Upon his return to university as a professor, he began to lecture, when his opening lecture dealt with "Homer and Classical Philology." However, he seems to have been influenced by Schopenhauer's contempt for academic institutions. His purpose was to teach, but he was not going to continue to work at the university until the end of his life.
In addition, he returned to meet with his friends Richard and Cosima Wagner and even visited both of them at their home in Trivszyn, Lucerne. He saw himself as a houseowner in their house. In 1870 he gave Cosima Wagner the manuscript of "The Beginning of the Tragic Idea" as a birthday gift. In 1872 Nietzsche published his first book, "The Birth of Tragedy from the Spirit of Music," which was praised by his philological colleagues, and Moro Ritschl even noted his enthusiasm for the book.
Between 1873 and 1876, Nietzsche published four essays on the subject of criticism of German culture, influenced by Schopenhauer's philosophy and Wagner's views: David Strauss - the pious and the author, how useful and damaging history is to life, Schopenhauer as educator Richard Wagner in Bayreuth. These essays were later collected and published as "Studies that are not in the Present". At the same time he wrote the book Philosophy in the tragic era of the Greeks, which dealt with five pre-Socratic philosophers but this book is not completed.

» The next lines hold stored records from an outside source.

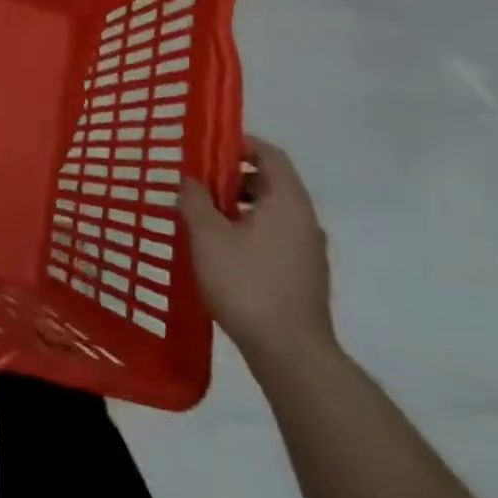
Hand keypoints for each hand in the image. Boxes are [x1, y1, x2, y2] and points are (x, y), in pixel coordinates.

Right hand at [180, 134, 334, 367]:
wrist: (291, 354)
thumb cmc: (247, 284)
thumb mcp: (208, 236)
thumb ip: (195, 201)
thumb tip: (190, 181)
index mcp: (288, 202)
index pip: (270, 155)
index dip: (240, 144)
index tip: (208, 147)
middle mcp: (305, 221)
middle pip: (271, 182)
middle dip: (232, 177)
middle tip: (197, 182)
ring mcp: (307, 251)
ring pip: (271, 212)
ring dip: (238, 206)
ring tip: (202, 216)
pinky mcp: (302, 275)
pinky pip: (274, 236)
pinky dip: (248, 229)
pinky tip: (220, 249)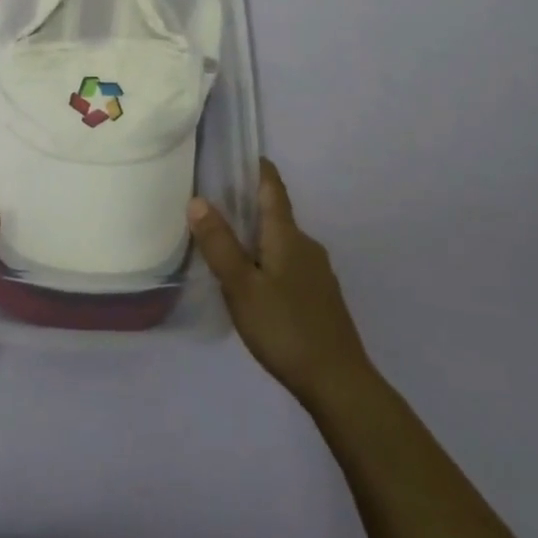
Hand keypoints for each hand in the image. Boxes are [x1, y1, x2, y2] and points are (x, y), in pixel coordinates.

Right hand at [188, 159, 374, 413]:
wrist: (340, 383)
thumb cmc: (285, 328)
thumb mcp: (241, 286)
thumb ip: (219, 244)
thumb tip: (197, 199)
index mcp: (287, 236)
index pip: (273, 189)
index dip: (259, 169)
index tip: (243, 154)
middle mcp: (306, 246)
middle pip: (275, 215)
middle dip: (249, 207)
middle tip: (215, 206)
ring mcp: (318, 273)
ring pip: (282, 243)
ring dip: (257, 238)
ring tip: (227, 247)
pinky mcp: (321, 298)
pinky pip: (289, 266)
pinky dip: (269, 262)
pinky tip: (254, 285)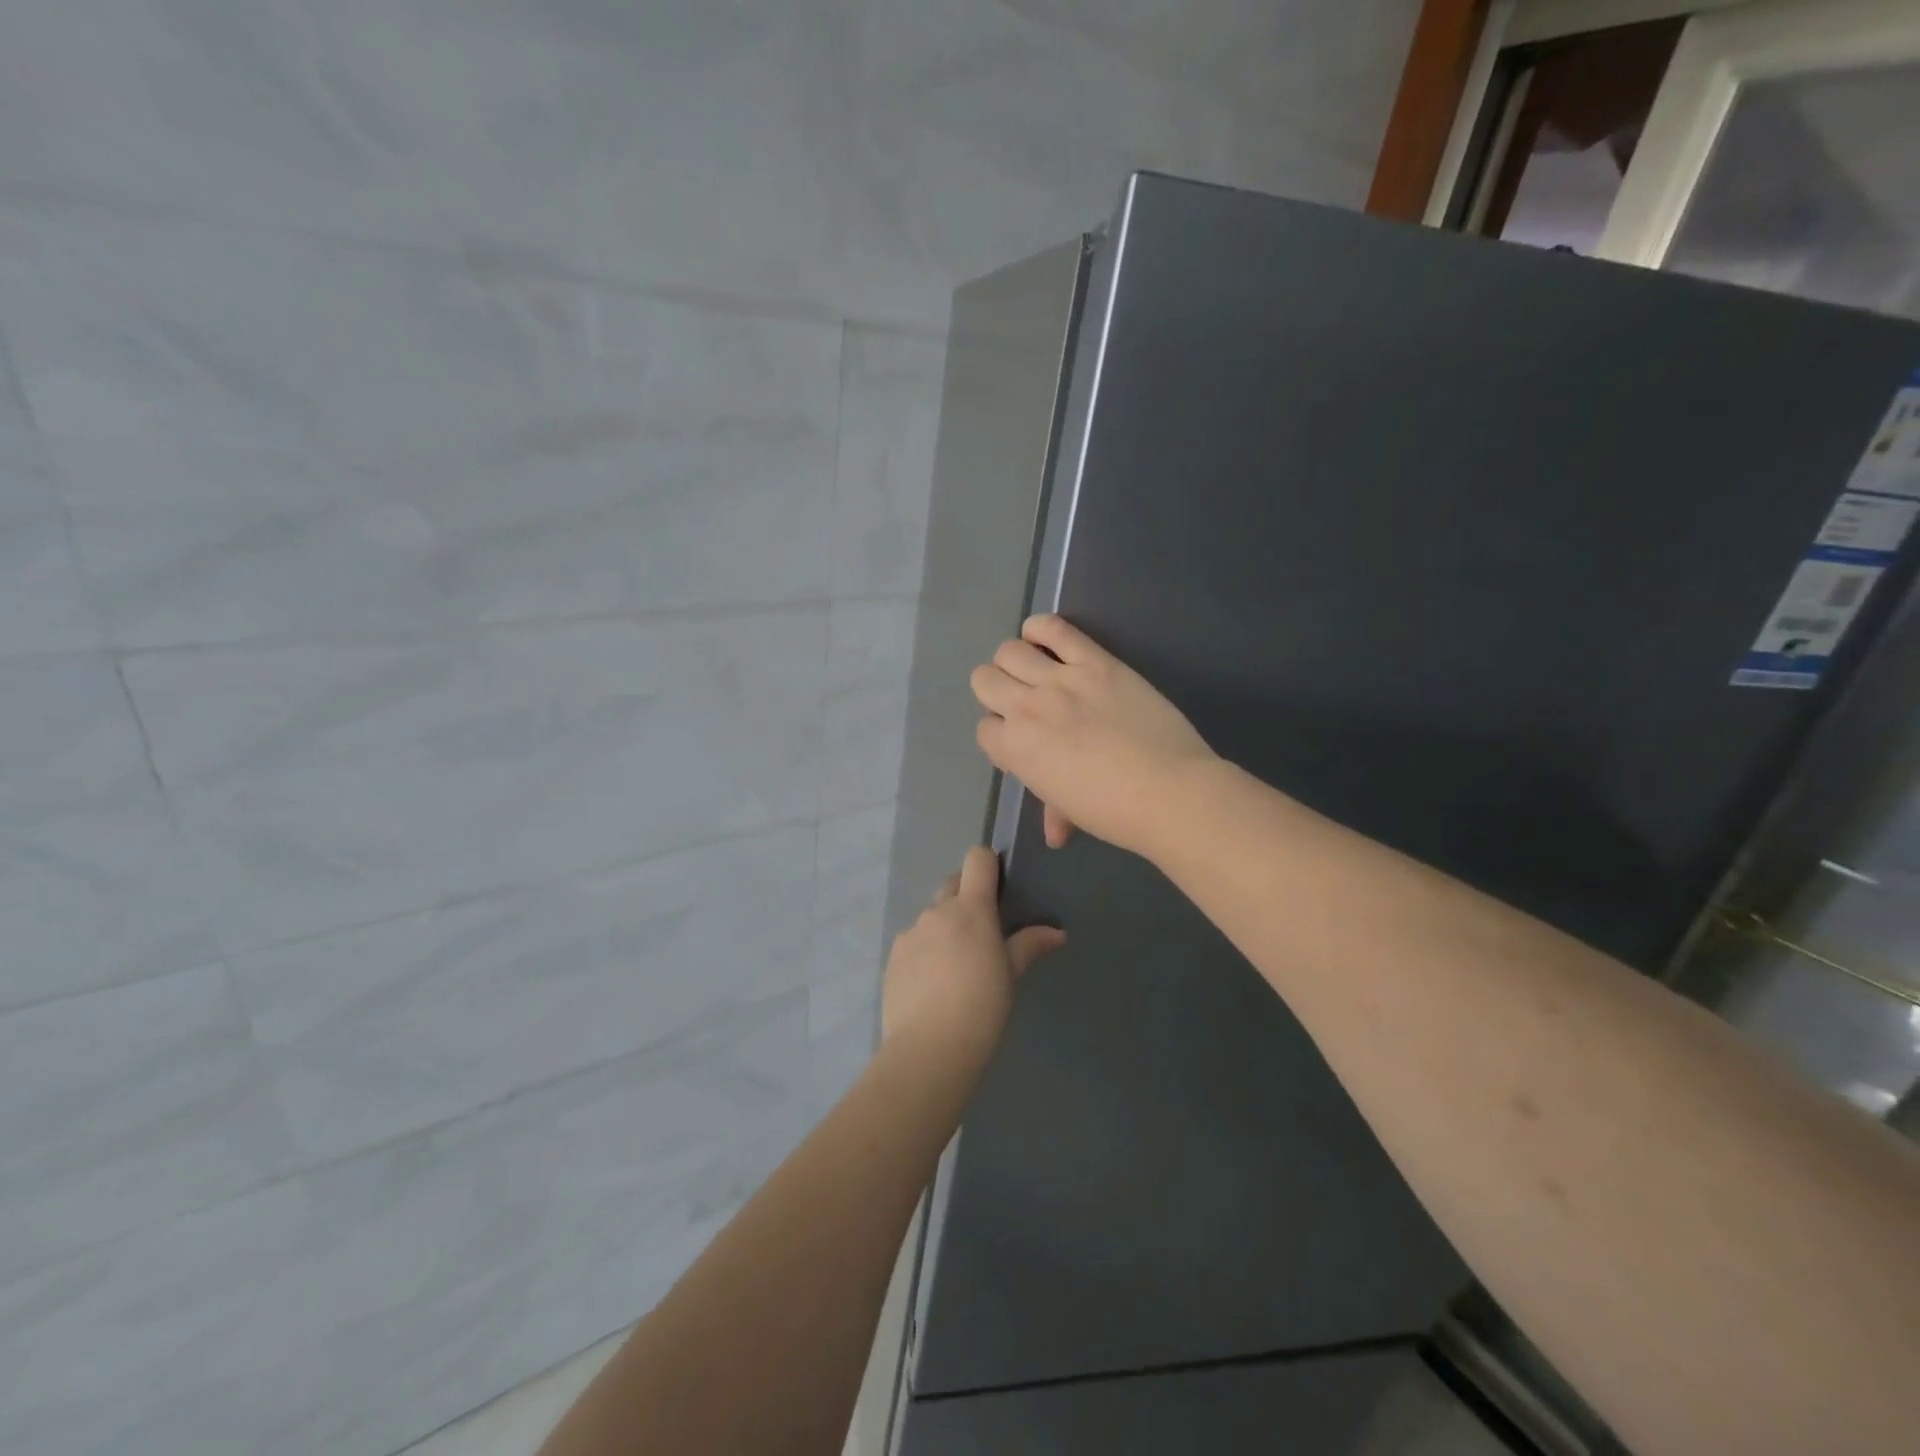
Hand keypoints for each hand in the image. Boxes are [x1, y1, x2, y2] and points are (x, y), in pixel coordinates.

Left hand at [882, 846, 1064, 1074]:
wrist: (929, 1048)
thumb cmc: (981, 1007)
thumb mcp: (1011, 975)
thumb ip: (1029, 945)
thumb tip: (1057, 932)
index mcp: (970, 909)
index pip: (977, 859)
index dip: (989, 865)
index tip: (1000, 887)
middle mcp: (937, 912)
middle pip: (953, 884)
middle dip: (967, 897)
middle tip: (982, 932)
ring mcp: (910, 933)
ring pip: (932, 917)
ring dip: (945, 928)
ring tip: (956, 967)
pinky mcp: (893, 957)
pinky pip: (913, 942)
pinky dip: (925, 951)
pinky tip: (933, 984)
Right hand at [971, 614, 1217, 857]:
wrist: (1169, 791)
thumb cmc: (1114, 811)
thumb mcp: (1071, 810)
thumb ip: (1053, 808)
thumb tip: (1055, 832)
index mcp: (1015, 748)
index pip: (984, 728)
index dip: (1001, 735)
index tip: (1024, 741)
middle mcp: (1027, 707)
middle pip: (984, 680)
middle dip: (997, 692)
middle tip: (1025, 704)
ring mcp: (1061, 679)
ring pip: (1009, 650)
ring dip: (1015, 661)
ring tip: (1036, 672)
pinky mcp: (1096, 661)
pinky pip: (1055, 628)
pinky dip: (1041, 629)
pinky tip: (1045, 640)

In these years there was a mutual cold in relations between Nietzsche Lugner. In Nietzsche's notes about Wagner in 1874 he appears in a new criticism: when he became acquainted with Brahms music, Nietzsche disapproved of Wagner's mockery of composers of his generation. He stopped admiring Wagner's palace, rejected several invitations to visit him, and on one of the last visits he placed on the piano the score of Brahms' "victory song" in its red cover and said, "You see, here is someone else who also knows how to write good music!" In his notes, Nietzsche noted: "The tyrant does not admit any selfhood except his own self and that of his closest friends, and Wagner is very much at risk of denying the talent of Brahms and of the Jews."
During the Bayreuth Festival in 1876, where his friend Wagner appeared, Nietzsche saw the decay of her European audience and famously said "Is man simply a mistake of God, or is God simply a mistake of man?"